A fronte delle tante ricchezze che può vantare in molti campi, storicamente l’Italia sconta una diffusa povertà di materie prime. Negli ultimi decenni, per fronteggiare la mancanza di fonti energetiche tradizionali, si sono diffusi in tutto il Belpaese impianti di energie rinnovabili: dagli impianti solari a quelli eolici fino ai solari-termici non mancano valide alternative per ottenere energia pulita.
A partire dal 2018 è possibile immettere in rete il Biometano, combustibile ottenuto tramite l’impiego di rifiuti urbani, di scarti agroalimentari, di fanghi di depurazione e di discariche esaurite. Questo carburante, che da tempo viene utilizzato per rifornire mezzi pesanti con evidenti benefici per la sostenibilità del trasporto su strada e del trasporto pubblico locale, nel giro di pochi anni, potrebbe soddisfare il 10% del fabbisogno nazionale di gas trasformando rifiuti – e quindi costi – in risorse.

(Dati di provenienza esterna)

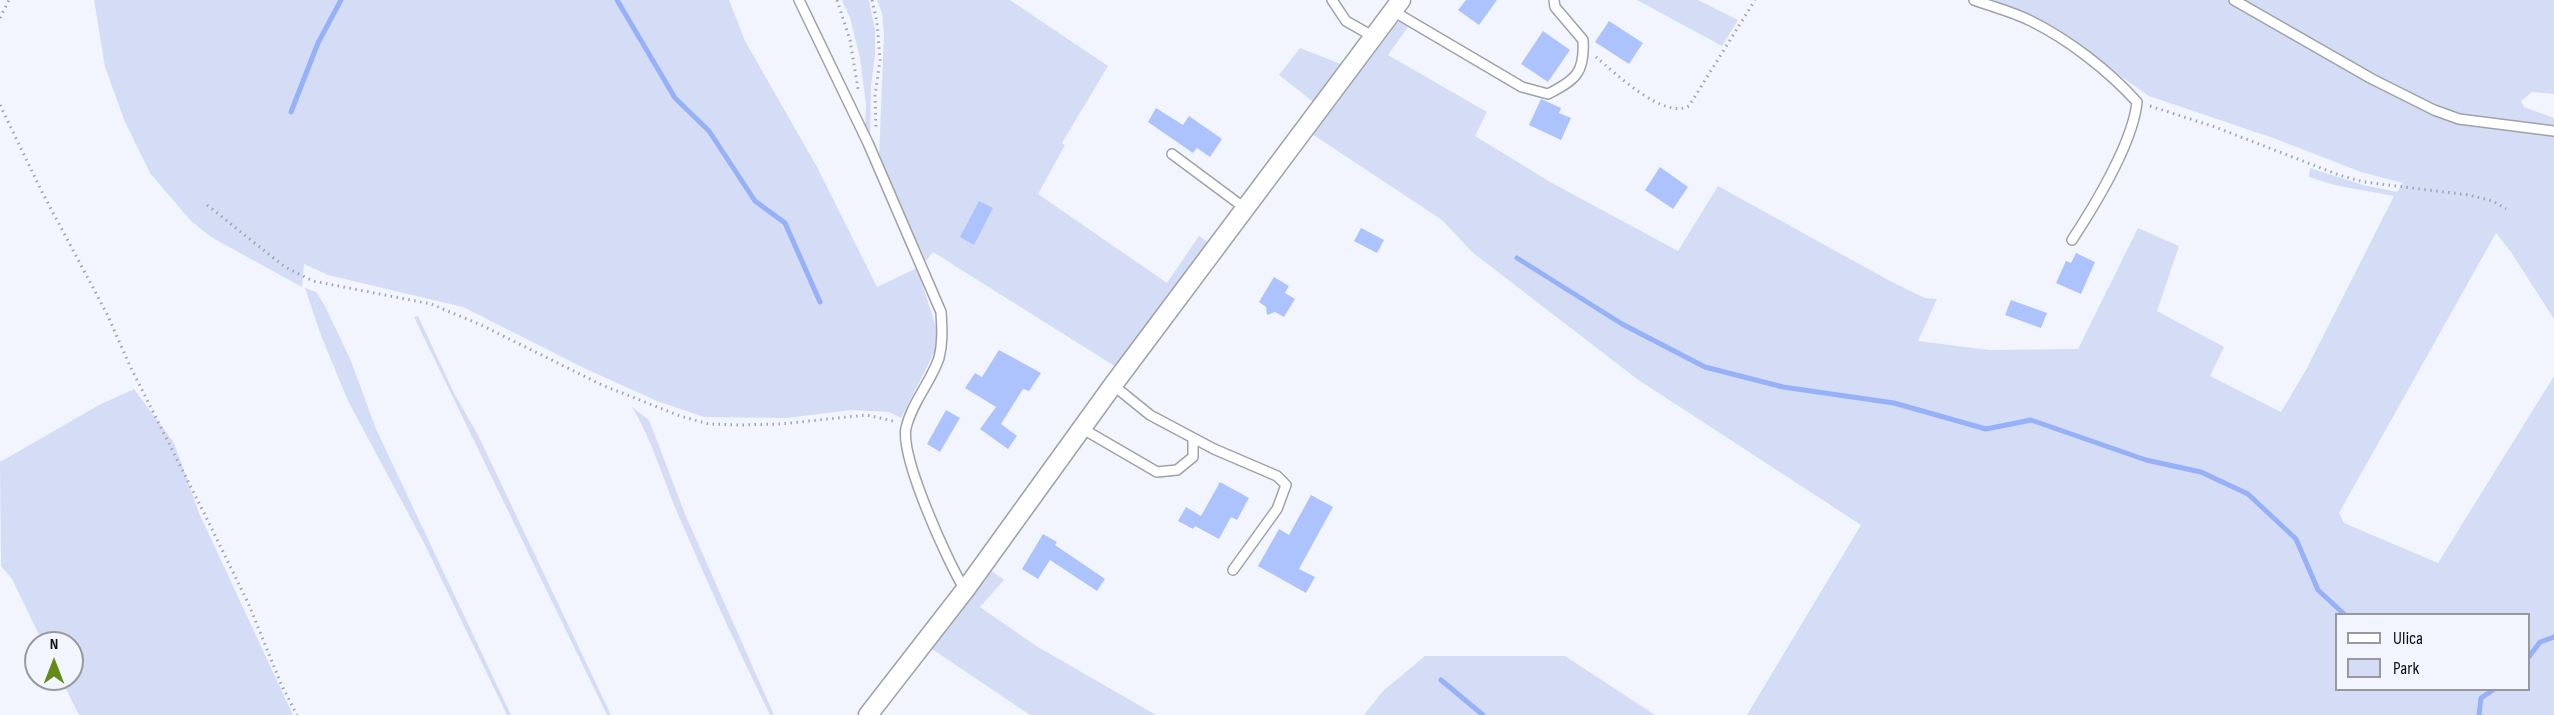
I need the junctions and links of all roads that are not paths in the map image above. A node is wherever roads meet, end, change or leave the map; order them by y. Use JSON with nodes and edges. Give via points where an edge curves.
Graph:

Alle tecnologie, alla gestione e agli usi finali del biometano è stato dedicato l’incontro organizzato, nei giorni scorsi, a Bologna da Legambiente al quale hanno partecipato diversi players del settore, istituzioni e portatori d’interesse.
Due sono le richieste avanzate, nel corso dell’incontro, da parte di Legambiente: l’organizzazione di una campagna capillare di informazione sul biometano “fatto bene” nonché l’attivazione di processi di partecipazione territoriale che, favorisca una corretta pianificazione degli impianti di produzione.

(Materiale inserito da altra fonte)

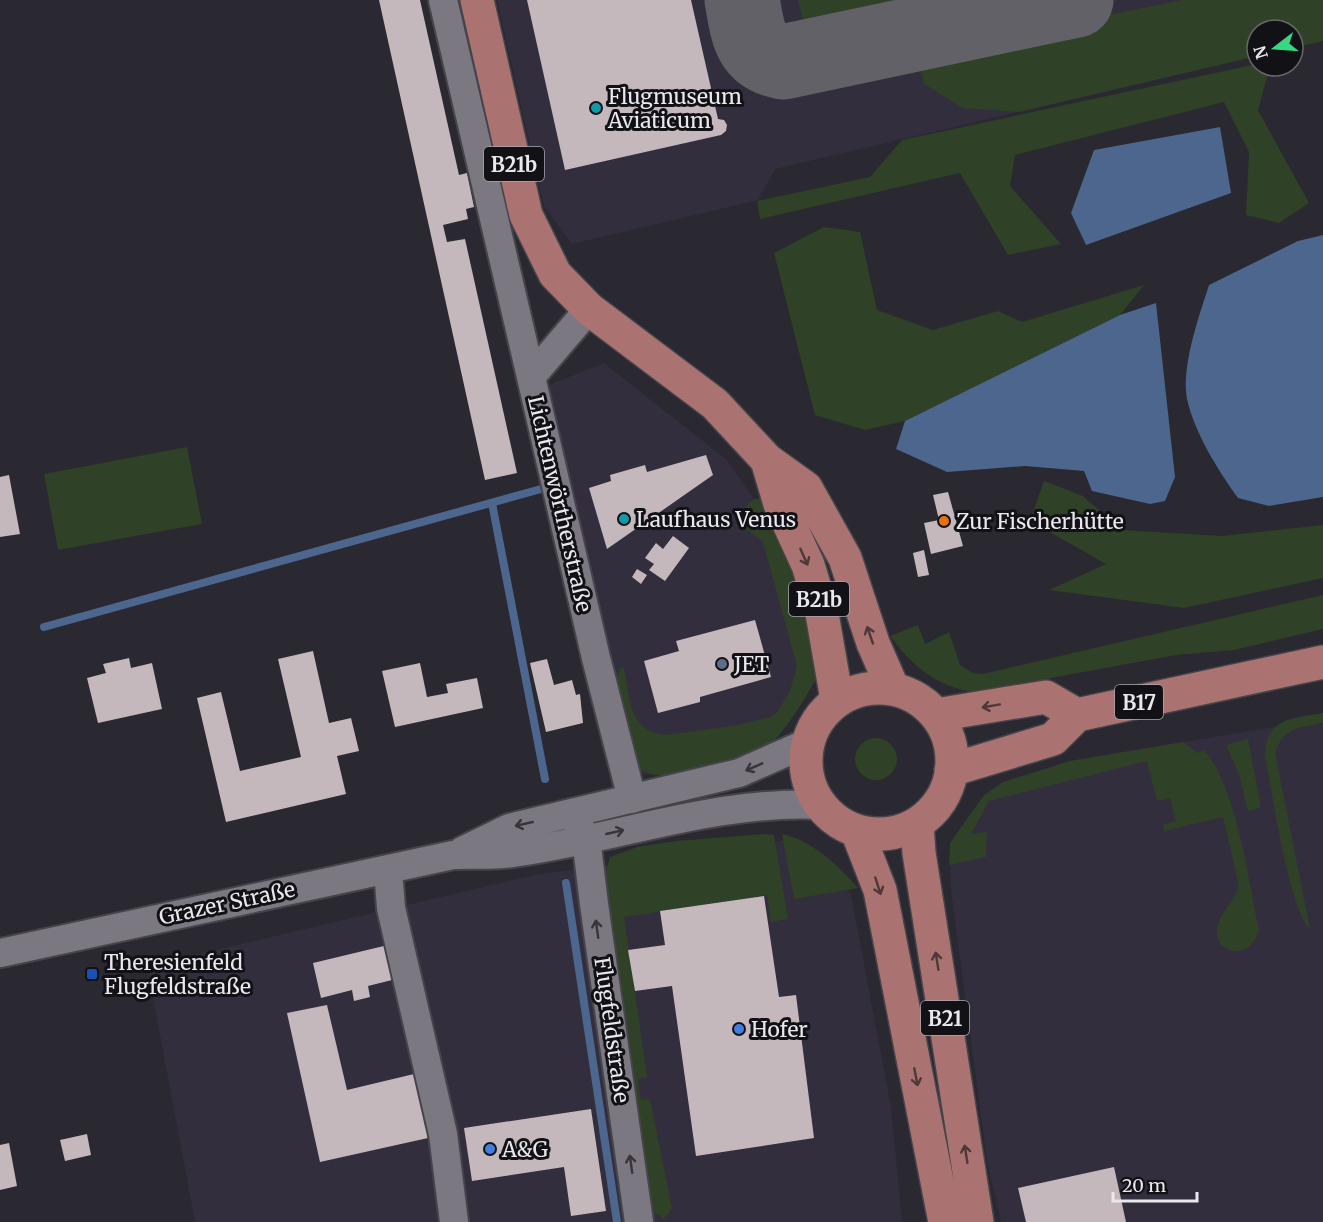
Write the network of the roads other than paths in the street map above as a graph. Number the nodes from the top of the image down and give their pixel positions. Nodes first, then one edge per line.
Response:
1 (442, 0) edge
2 (477, 0) edge
3 (589, 309) junction
4 (531, 377) junction
5 (767, 460) junction
6 (1323, 662) edge
7 (892, 689) junction
8 (837, 700) junction
9 (936, 715) junction
10 (1077, 715) junction
11 (807, 743) junction
12 (951, 770) junction
13 (632, 799) junction
14 (820, 805) junction
15 (571, 813) junction
16 (917, 824) junction
17 (857, 831) junction
18 (586, 838) junction
19 (453, 855) junction
20 (388, 869) junction
21 (0, 953) edge
22 (454, 1222) edge
23 (639, 1222) edge
24 (945, 1222) edge
25 (977, 1222) edge

1 - 4 street
2 - 3 main road, B21b
3 - 4 street, Lichtenwörtherstraße
3 - 5 main road, B21b
4 - 13 street, Lichtenwörtherstraße
7 -> 5 main road, B21b
5 -> 8 main road, B21b
6 - 10 main road, B17
7 - 8 main road
7 - 9 main road
8 - 11 main road
10 -> 9 main road
9 - 12 main road
10 - 12 main road
11 -> 13 street
11 - 14 main road
12 - 16 main road
13 - 15 street
14 - 17 main road
18 -> 14 street
15 - 18 street
15 -> 19 street
16 - 17 main road
25 -> 16 main road, B21
17 -> 24 main road, B21
18 - 19 street
23 -> 18 street, Flugfeldstraße
19 - 20 street, Grazer Straße
20 - 21 street, Grazer Straße
20 - 22 street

Nel passato, infatti, si sono reiterati episodi che hanno visto enti, cittadini e organizzazioni del territorio manifestare contro progetti di impianti di produzione. Nonostante i vantaggi che la filiera del biogas e del biometano comportano in termini di decarbonizzazione del settore dei trasporti, di lotta all’inquinamento atmosferico, nel ciclo dei rifiuti e nella valorizzazione del settore agricolo e dei suoli, serve un lavoro di corretta informazione e una migliore pianificazione degli impianti e delle loro caratteristiche: sono infatti diverse le situazioni in cui enti, cittadini e organizzazioni del territorio manifestano paure e denunciano criticità rispetto ai progetti presentati.
L’assenza di linee guida per uno sviluppo di impianti non solo sostenibili ma anche integrati nei territori rappresenta un freno allo sviluppo di queste tecnologie e, per Legambiente, è essenziale che il governo e le Regioni fissino le regole chiare e certe e mandino segnali chiari e univoci per evitare il diffondersi di pregiudizi.
E’ quindi essenziale una pianificazione territoriale basata su un censimento della materia organica disponibile coinvolgendo il settore agricolo e quello della gestione dei rifiuti. Va poi formulata una valutazione delle tecnologie utilizzate e un bilancio complessivo di consumi ed emissioni di gas serra per evitare che i benefici siano marginali. Vanno infine fissati obiettivi chiari e lungimiranti sia dal punto di vista quantitativo che strategico per raggiungere l’obiettivo della copertura del 10% del gas fossile attuale con il biometano.
Non si può, infine, prescindere dalla realizzazione di una rete di impianti di riciclaggio dei rifiuti a cominciare da quelli di digestione anaerobica e compostaggio per il trattamento della frazione organica che rappresenta il 40,3% del quantitativo recuperato dalla raccolta differenziata (6,6 milioni di tonnellate su 16,4 totali, con un aumento del 10% circa negli ultimi 10 anni). Secondo i dati contenuti nell’ultimo rapporto del Consorzio italiano compostatori (CIC), gli impianti di digestione anaerobica per il trattamento dell’organico ricevono solamente 3 milioni di tonnellate che rappresenta meno della metà del quantitativo raccolto.
“L’Italia, con 1.600 impianti a biogas, è il secondo produttore di biogas in Europa e il quarto al mondo - ha dichiarato il direttore generale di Legambiente Giorgio Zampetti - ha quindi un potenziale produttivo di biometano alto, stimato al 2030 in 10 miliardi di metri cubi, di cui almeno otto da matrici agricole, pari a circa il 10% dell’attuale fabbisogno annuo di gas naturale e ai due terzi della potenzialità di stoccaggio della rete nazionale. E l’approvazione del decreto del 2 marzo 2018, che ha introdotto nuovi incentivi per la produzione di biometano finalizzato al settore trasporti, è un ottimo strumento. Anche se la finestra degli incentivi si chiude al 2022 e occorre quindi uno sforzo di tutti per riuscire a mettere in campo procedure e iter per la realizzazione degli impianti che tengano conto di questo vincolo temporale. Positivo e importante in questo contesto il segnale che arriva dalle aziende nell' investire in innovazione e produrre progetti sempre più interessanti”.